I have a graduate degree in biochemistry. (This is not biology and there is some difference in e.g. the makeup of the people who choose each course. So please take my experience with the required amount of salt). Today I am a programmer.
Here are my tips on how biological sciences students work.
* They enjoy concepts. Biology is somewhat more abstract than the intro programming courses in the way it's taught in the early years, and biology students tend to be good at retaining and linking information.
* However, they can be very cautious. They tend to request clear instruction, and specific goals (given by the instructor).
* They're motivated by getting good grades
With that in mind, for an intro course, I would recommend a short intro on the use of programming/data science in real life science problems. Explain that for example, optimizing foodstuffs requires now advanced genetic understanding, that even breeding is targeted. If they're biochem students more than just biology you can bring up antibiotic resistance. This should be the very first class, because most biology students don't give a hoot about learning Python, but they care about doing good in the world. Plus it will give them material for when they become computational biology researchers and have to rehash this stuff for grant committees.
Next, some fundamentals. Variables, iteration. Do not introduce functions yet. For some reason I cannot fathom, even some quite advanced scientists seem to hate functions, to the benefit of really long scripts. They'll need to learn it eventually, but no need to put them off.
Build exercises. The exercises should be instructor-led and graded. They should include some practical exercises, however, if graded programming exercises are included students should either be given sample similar exercises (solved) during the lectures as ungraded practice or access to a TA for questions. Most of these people really care about their grades, so graded exercises with no practice intimidates them. The exercises can be small applications of fundamentals at first, however, keep them biology-related (The Game of Life grabbed me personally in my first CS course, otherwise you can do things like make them write an R program to display a scatterplot and then fit a line on a set of data from lab experiments that will then reveal a chemical or biological law they have seen in their other courses. Counts of bacteria after N days, that sort of thing.)
Introduce some things that are not fundamentals for most CS students, but that should be for computational biology. Like regular expressions. Regexp are more fundamental to biology than e.g., scoping and functions. Actually, basic data structure instruction (lists and tables/hashtable, concepts of databases and records) are also very important.

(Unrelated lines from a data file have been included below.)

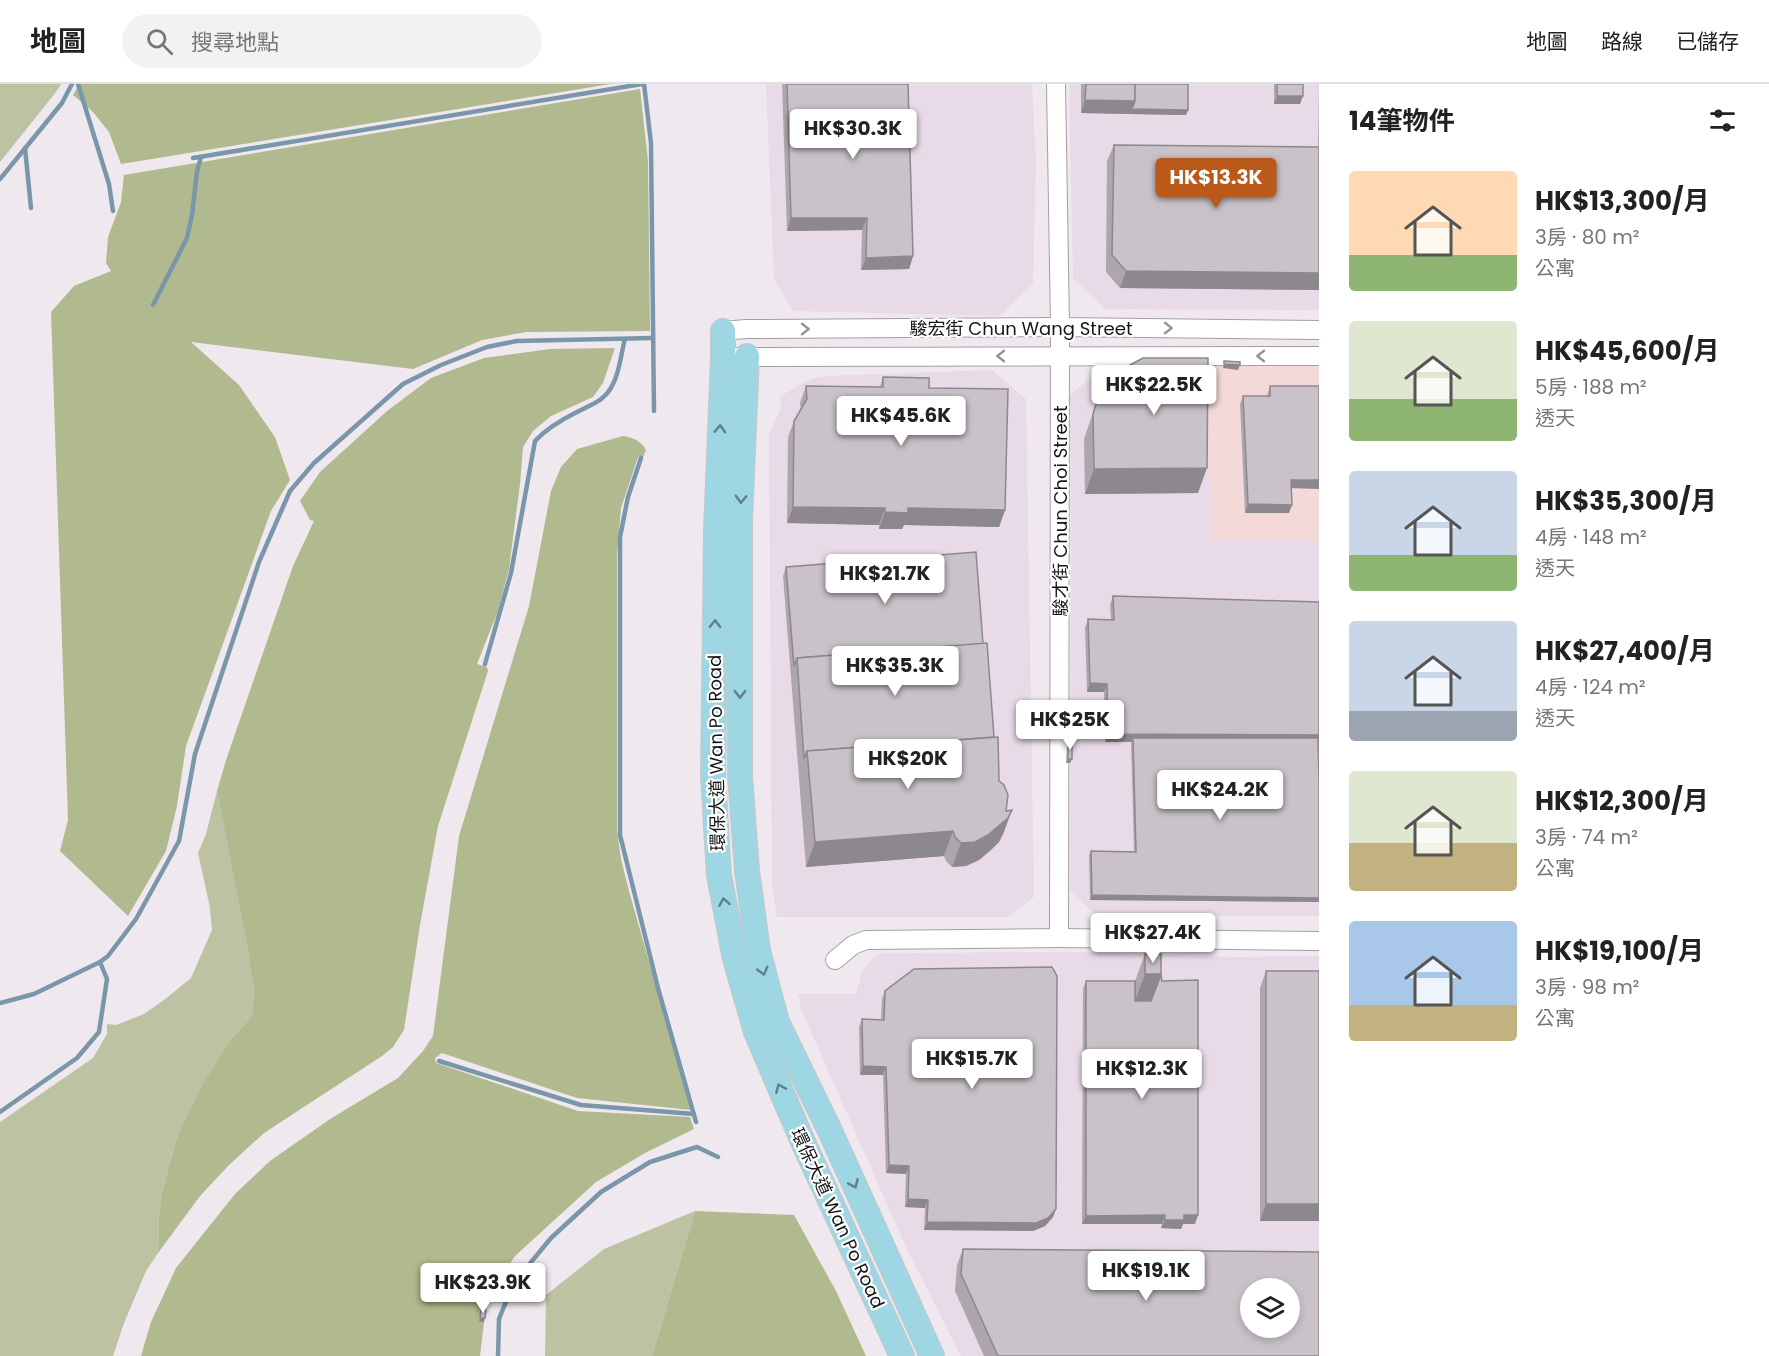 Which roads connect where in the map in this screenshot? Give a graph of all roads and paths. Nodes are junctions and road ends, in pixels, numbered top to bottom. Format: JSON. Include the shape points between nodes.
{"nodes":[{"id":1,"x":1056,"y":84,"type":"edge"},
{"id":2,"x":1060,"y":327,"type":"junction"},
{"id":3,"x":1319,"y":330,"type":"edge"},
{"id":4,"x":723,"y":331,"type":"joint"},
{"id":5,"x":1060,"y":355,"type":"junction"},
{"id":6,"x":1319,"y":356,"type":"edge"},
{"id":7,"x":735,"y":357,"type":"junction"},
{"id":8,"x":1059,"y":939,"type":"junction"},
{"id":9,"x":1319,"y":941,"type":"edge"},
{"id":10,"x":835,"y":960,"type":"dead end"},
{"id":11,"x":902,"y":1356,"type":"edge"},
{"id":12,"x":932,"y":1356,"type":"edge"}],
"edges":[{"from":1,"to":2,"type":"street","name":"駿才街 Chun Choi Street"},
{"from":2,"to":3,"type":"street","name":"駿宏街 Chun Wang Street","one_way":true},
{"from":4,"to":2,"type":"street","name":"駿宏街 Chun Wang Street","one_way":true},
{"from":2,"to":5,"type":"street","name":"駿才街 Chun Choi Street"},
{"from":4,"to":7,"type":"main road","name":"環保大道 Wan Po Road"},
{"from":6,"to":5,"type":"street","name":"駿宏街 Chun Wang Street","one_way":true},
{"from":5,"to":7,"type":"street","name":"駿宏街 Chun Wang Street","one_way":true},
{"from":5,"to":8,"type":"street","name":"駿才街 Chun Choi Street"},
{"from":11,"to":7,"type":"main road","name":"環保大道 Wan Po Road","one_way":true,"via":[[756,1032],[735,959],[719,875],[713,777],[716,531]]},
{"from":7,"to":12,"type":"main road","name":"環保大道 Wan Po Road","one_way":true,"via":[[740,520],[740,776],[758,950],[777,1022]]},
{"from":8,"to":9,"type":"street"},
{"from":8,"to":10,"type":"street","via":[[866,940]]}]}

For each concept, provide lists of solved problems or an automatic interface where they can type code and see solutions if they're stuck, like all natural science students get in problem sets. Programming instruction typically requires a lot more initiative than science students are comfortable with, and gives a lot less guidance; students are left on their own with the machine, and they have to "figure out" what works and why it doesn't. In science, students have textbooks with toy problem sets and solutions, and those help build confidence. Jupyter notebooks can be great for this but just make sure to stay within a concept and not include too many packages/APIs/problem definitions at once.
A lot of comp bio instructors think their students have to know Linux, know how to use a DNA aligner, learn Python and R, and be able to independently write programs from scratch to use CS in biology. They don't. They need linear regression and databases. If you get students that take several courses in the sequence, then you know they are more "tech-savvy" and interested in tech for its own sake, and you can build up all the tools. But often tools-based approaches suffer from introducing too many tools, for too few reasons.

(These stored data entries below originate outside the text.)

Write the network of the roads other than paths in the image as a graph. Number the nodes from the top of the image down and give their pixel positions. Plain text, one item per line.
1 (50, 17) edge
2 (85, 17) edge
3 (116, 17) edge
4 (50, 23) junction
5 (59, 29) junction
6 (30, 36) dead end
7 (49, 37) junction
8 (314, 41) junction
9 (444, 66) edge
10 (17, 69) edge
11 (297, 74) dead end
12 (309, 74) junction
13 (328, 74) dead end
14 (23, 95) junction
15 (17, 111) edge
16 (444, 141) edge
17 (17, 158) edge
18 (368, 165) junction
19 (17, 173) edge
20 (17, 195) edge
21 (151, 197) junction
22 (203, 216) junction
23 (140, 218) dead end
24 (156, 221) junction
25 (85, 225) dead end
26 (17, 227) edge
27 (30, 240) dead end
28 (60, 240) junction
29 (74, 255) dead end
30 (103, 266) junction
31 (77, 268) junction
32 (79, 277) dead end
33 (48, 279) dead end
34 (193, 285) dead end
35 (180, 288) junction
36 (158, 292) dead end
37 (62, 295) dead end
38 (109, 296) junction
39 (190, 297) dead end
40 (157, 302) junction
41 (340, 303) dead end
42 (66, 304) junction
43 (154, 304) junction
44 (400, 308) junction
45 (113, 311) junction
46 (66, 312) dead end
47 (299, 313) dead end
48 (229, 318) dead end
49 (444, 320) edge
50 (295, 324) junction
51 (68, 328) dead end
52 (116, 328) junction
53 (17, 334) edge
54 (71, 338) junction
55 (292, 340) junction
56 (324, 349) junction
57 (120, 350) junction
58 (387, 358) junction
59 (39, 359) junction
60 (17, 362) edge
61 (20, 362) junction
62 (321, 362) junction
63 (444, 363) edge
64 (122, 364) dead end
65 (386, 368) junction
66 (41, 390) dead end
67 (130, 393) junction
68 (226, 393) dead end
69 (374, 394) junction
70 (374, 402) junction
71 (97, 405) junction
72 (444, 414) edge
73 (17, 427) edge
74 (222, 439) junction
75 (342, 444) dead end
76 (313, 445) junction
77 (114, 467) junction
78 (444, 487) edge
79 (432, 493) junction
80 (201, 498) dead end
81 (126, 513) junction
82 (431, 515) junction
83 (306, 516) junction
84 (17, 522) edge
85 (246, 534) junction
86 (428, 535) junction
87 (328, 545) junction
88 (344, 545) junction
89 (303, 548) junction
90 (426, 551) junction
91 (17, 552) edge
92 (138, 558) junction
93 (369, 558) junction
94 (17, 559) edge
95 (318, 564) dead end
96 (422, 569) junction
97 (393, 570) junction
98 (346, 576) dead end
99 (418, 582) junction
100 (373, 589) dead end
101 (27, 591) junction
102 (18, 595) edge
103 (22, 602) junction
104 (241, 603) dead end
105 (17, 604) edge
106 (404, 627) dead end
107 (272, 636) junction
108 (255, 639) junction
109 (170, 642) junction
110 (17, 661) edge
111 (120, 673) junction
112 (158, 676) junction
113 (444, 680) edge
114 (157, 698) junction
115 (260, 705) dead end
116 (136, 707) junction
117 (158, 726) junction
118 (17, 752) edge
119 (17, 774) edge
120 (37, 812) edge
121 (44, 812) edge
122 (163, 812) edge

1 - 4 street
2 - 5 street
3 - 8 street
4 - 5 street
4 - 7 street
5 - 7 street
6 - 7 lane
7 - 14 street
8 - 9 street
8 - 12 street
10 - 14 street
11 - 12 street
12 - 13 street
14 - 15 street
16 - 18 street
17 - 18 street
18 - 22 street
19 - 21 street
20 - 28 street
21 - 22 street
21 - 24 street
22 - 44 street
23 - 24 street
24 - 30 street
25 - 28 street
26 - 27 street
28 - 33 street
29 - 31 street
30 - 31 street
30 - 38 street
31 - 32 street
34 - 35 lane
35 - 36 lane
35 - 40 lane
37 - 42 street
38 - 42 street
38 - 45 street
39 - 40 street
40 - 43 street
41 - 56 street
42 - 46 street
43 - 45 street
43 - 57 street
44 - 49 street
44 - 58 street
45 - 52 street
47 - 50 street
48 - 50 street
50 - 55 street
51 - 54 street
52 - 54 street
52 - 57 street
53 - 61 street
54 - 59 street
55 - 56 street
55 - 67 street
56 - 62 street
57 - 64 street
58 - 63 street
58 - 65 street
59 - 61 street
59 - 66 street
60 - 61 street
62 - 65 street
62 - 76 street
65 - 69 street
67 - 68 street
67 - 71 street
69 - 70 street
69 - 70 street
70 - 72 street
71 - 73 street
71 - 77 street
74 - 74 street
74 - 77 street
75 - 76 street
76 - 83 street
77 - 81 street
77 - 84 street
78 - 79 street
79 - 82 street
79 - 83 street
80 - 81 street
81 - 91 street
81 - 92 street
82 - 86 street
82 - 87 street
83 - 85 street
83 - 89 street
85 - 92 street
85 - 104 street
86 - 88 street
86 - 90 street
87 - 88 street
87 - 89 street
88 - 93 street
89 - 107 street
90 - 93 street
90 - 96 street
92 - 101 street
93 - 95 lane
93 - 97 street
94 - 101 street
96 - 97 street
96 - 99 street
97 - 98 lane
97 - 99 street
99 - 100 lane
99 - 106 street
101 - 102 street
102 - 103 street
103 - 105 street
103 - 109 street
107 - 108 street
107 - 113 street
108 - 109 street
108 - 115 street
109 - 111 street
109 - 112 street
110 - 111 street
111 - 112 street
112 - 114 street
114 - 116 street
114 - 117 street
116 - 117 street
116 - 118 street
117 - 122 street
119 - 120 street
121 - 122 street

So I guess I am advocating an hybrid tools-fundamentals approach that takes a very focused, very thin slice of fundamentals, and the tools they apply to, and solve a number of very small, "easy" quantitative real-world problems. And then in follow-up courses, build on that. Build bridges as well with your CS department so that you can direct students who want to learn deeper, more technical topics, and if you have research talks at your institute that talk about real research facilitated by computational methods, and how those are used (esp given by grad students) then recommend those to your more interested undergrads.

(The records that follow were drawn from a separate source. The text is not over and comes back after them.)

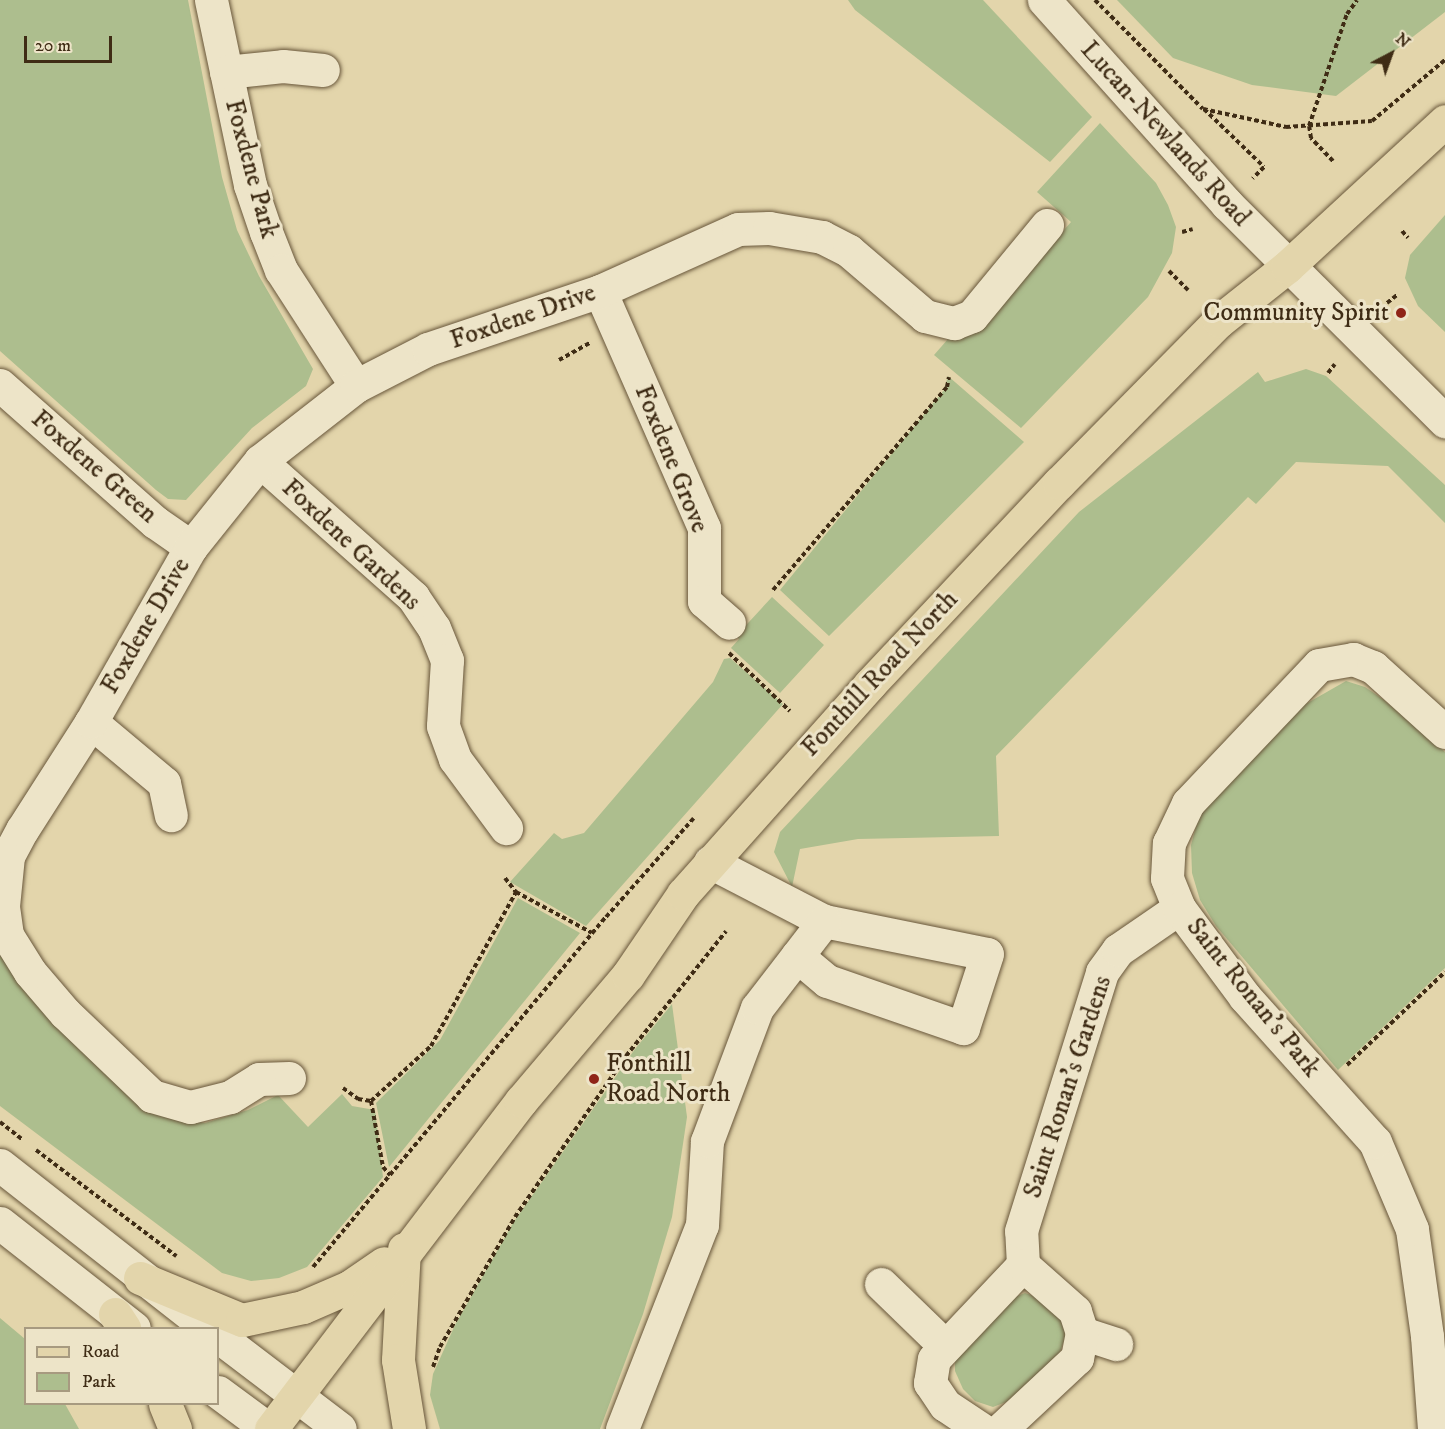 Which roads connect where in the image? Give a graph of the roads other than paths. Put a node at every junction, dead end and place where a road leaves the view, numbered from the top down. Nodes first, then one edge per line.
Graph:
1 (211, 0) edge
2 (1044, 0) edge
3 (323, 70) dead end
4 (226, 72) junction
5 (1445, 121) edge
6 (1047, 225) dead end
7 (1287, 267) junction
8 (600, 291) junction
9 (0, 385) edge
10 (356, 386) junction
11 (1445, 421) edge
12 (260, 461) junction
13 (191, 547) junction
14 (725, 635) road end
15 (91, 722) junction
16 (1445, 732) edge
17 (171, 815) dead end
18 (506, 828) dead end
19 (4, 852) edge
20 (710, 862) junction
21 (1179, 908) junction
22 (824, 921) junction
23 (797, 956) junction
24 (289, 1078) dead end
25 (0, 1165) edge
26 (0, 1223) edge
27 (404, 1249) junction
28 (1023, 1265) junction
29 (140, 1278) junction
30 (881, 1284) dead end
31 (125, 1324) edge
32 (205, 1327) edge
33 (1082, 1333) junction
34 (1436, 1333) edge
35 (219, 1337) edge
36 (1116, 1344) dead end
37 (945, 1346) junction
38 (219, 1393) edge
39 (295, 1393) junction
40 (165, 1405) edge
41 (174, 1429) edge
42 (269, 1429) edge
43 (340, 1429) edge
44 (409, 1429) edge
45 (622, 1429) edge
46 (981, 1429) edge
47 (1001, 1429) edge
48 (1434, 1429) edge

1 - 4 street, Foxdene Park
2 - 7 street, Lucan-Newlands Road
3 - 4 street, Foxdene Park
4 - 10 street, Foxdene Park
5 - 7 main road, Fonthill Road North
6 - 8 street, Foxdene Drive
7 - 11 street, Lucan-Newlands Road
7 - 20 main road, Fonthill Road North
8 - 10 street, Foxdene Drive
8 - 14 street, Foxdene Grove
9 - 13 street, Foxdene Green
10 - 12 street, Foxdene Drive
12 - 13 street, Foxdene Drive
12 - 18 street, Foxdene Gardens
13 - 15 street, Foxdene Drive
15 - 17 street, Foxdene Drive
15 - 19 street, Foxdene Drive
16 - 21 street, Saint Ronan's Park
19 - 24 street, Foxdene Drive
20 - 22 street
20 - 27 main road, Fonthill Road North
21 - 28 street, Saint Ronan's Gardens
21 - 34 street, Saint Ronan's Park
22 - 23 street
22 - 23 street
23 - 45 street
25 - 29 street
26 - 31 street
27 - 29 main road
27 - 39 main road, Fonthill Road North
27 - 44 main road
28 - 33 street
28 - 37 street
29 - 32 street
30 - 37 street
33 - 36 street
33 - 47 street
34 - 48 street, Saint Ronan's Park
35 - 39 street
37 - 46 street
38 - 42 street
39 - 42 main road, Fonthill Road North
39 - 43 street
40 - 41 main road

Edited to add: This applies to my observations of biological science undergrad and grad students in the US and Canada. I haven't been to uni in Europe but know people who have been and instruction there (for all degree programs) is so different that recommendations on course formats are useless. For example European and Asian students in STEM are usually pretty good at math, even if their degree program doesn't have math courses, and less turned off by formulas and heavier fundamentals.